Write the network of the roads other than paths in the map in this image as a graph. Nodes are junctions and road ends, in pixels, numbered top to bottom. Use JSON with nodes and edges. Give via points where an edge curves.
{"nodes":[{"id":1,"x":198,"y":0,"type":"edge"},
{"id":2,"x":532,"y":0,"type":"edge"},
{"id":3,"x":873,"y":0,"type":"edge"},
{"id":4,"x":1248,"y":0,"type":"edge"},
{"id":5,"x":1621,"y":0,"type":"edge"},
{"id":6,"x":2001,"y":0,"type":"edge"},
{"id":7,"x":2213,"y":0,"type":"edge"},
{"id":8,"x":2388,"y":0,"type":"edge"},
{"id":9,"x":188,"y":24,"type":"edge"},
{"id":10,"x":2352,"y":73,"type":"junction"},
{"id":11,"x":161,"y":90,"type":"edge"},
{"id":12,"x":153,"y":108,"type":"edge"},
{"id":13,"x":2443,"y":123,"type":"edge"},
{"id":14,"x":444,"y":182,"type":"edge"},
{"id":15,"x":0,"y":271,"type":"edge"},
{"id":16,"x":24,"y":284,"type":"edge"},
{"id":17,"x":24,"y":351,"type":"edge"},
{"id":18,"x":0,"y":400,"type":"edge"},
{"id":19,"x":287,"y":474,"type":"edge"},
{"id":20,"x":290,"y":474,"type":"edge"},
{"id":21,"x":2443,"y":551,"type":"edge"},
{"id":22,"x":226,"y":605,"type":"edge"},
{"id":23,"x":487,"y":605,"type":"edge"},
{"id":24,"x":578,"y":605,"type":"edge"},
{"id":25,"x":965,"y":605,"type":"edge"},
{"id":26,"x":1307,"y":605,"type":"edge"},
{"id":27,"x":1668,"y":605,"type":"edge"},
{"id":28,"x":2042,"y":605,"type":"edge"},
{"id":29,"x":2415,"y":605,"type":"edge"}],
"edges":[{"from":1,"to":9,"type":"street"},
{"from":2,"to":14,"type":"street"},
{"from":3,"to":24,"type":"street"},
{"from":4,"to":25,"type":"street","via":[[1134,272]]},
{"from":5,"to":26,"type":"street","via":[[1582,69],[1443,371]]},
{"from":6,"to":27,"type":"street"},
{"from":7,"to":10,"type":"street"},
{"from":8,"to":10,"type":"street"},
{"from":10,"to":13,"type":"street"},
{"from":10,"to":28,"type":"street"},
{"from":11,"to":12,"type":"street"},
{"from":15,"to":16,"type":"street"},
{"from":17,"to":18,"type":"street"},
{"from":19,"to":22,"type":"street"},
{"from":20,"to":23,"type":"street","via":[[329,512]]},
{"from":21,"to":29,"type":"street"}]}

********************

## EXERCISE
Word for word, write out each of the records above.

## WRITTEN ANSWER
Write the network of the roads other than paths in the map in this image as a graph. Nodes are junctions and road ends, in pixels, numbered top to bottom. Use JSON with nodes and edges. Give via points where an edge curves.
{"nodes":[{"id":1,"x":198,"y":0,"type":"edge"},
{"id":2,"x":532,"y":0,"type":"edge"},
{"id":3,"x":873,"y":0,"type":"edge"},
{"id":4,"x":1248,"y":0,"type":"edge"},
{"id":5,"x":1621,"y":0,"type":"edge"},
{"id":6,"x":2001,"y":0,"type":"edge"},
{"id":7,"x":2213,"y":0,"type":"edge"},
{"id":8,"x":2388,"y":0,"type":"edge"},
{"id":9,"x":188,"y":24,"type":"edge"},
{"id":10,"x":2352,"y":73,"type":"junction"},
{"id":11,"x":161,"y":90,"type":"edge"},
{"id":12,"x":153,"y":108,"type":"edge"},
{"id":13,"x":2443,"y":123,"type":"edge"},
{"id":14,"x":444,"y":182,"type":"edge"},
{"id":15,"x":0,"y":271,"type":"edge"},
{"id":16,"x":24,"y":284,"type":"edge"},
{"id":17,"x":24,"y":351,"type":"edge"},
{"id":18,"x":0,"y":400,"type":"edge"},
{"id":19,"x":287,"y":474,"type":"edge"},
{"id":20,"x":290,"y":474,"type":"edge"},
{"id":21,"x":2443,"y":551,"type":"edge"},
{"id":22,"x":226,"y":605,"type":"edge"},
{"id":23,"x":487,"y":605,"type":"edge"},
{"id":24,"x":578,"y":605,"type":"edge"},
{"id":25,"x":965,"y":605,"type":"edge"},
{"id":26,"x":1307,"y":605,"type":"edge"},
{"id":27,"x":1668,"y":605,"type":"edge"},
{"id":28,"x":2042,"y":605,"type":"edge"},
{"id":29,"x":2415,"y":605,"type":"edge"}],
"edges":[{"from":1,"to":9,"type":"street"},
{"from":2,"to":14,"type":"street"},
{"from":3,"to":24,"type":"street"},
{"from":4,"to":25,"type":"street","via":[[1134,272]]},
{"from":5,"to":26,"type":"street","via":[[1582,69],[1443,371]]},
{"from":6,"to":27,"type":"street"},
{"from":7,"to":10,"type":"street"},
{"from":8,"to":10,"type":"street"},
{"from":10,"to":13,"type":"street"},
{"from":10,"to":28,"type":"street"},
{"from":11,"to":12,"type":"street"},
{"from":15,"to":16,"type":"street"},
{"from":17,"to":18,"type":"street"},
{"from":19,"to":22,"type":"street"},
{"from":20,"to":23,"type":"street","via":[[329,512]]},
{"from":21,"to":29,"type":"street"}]}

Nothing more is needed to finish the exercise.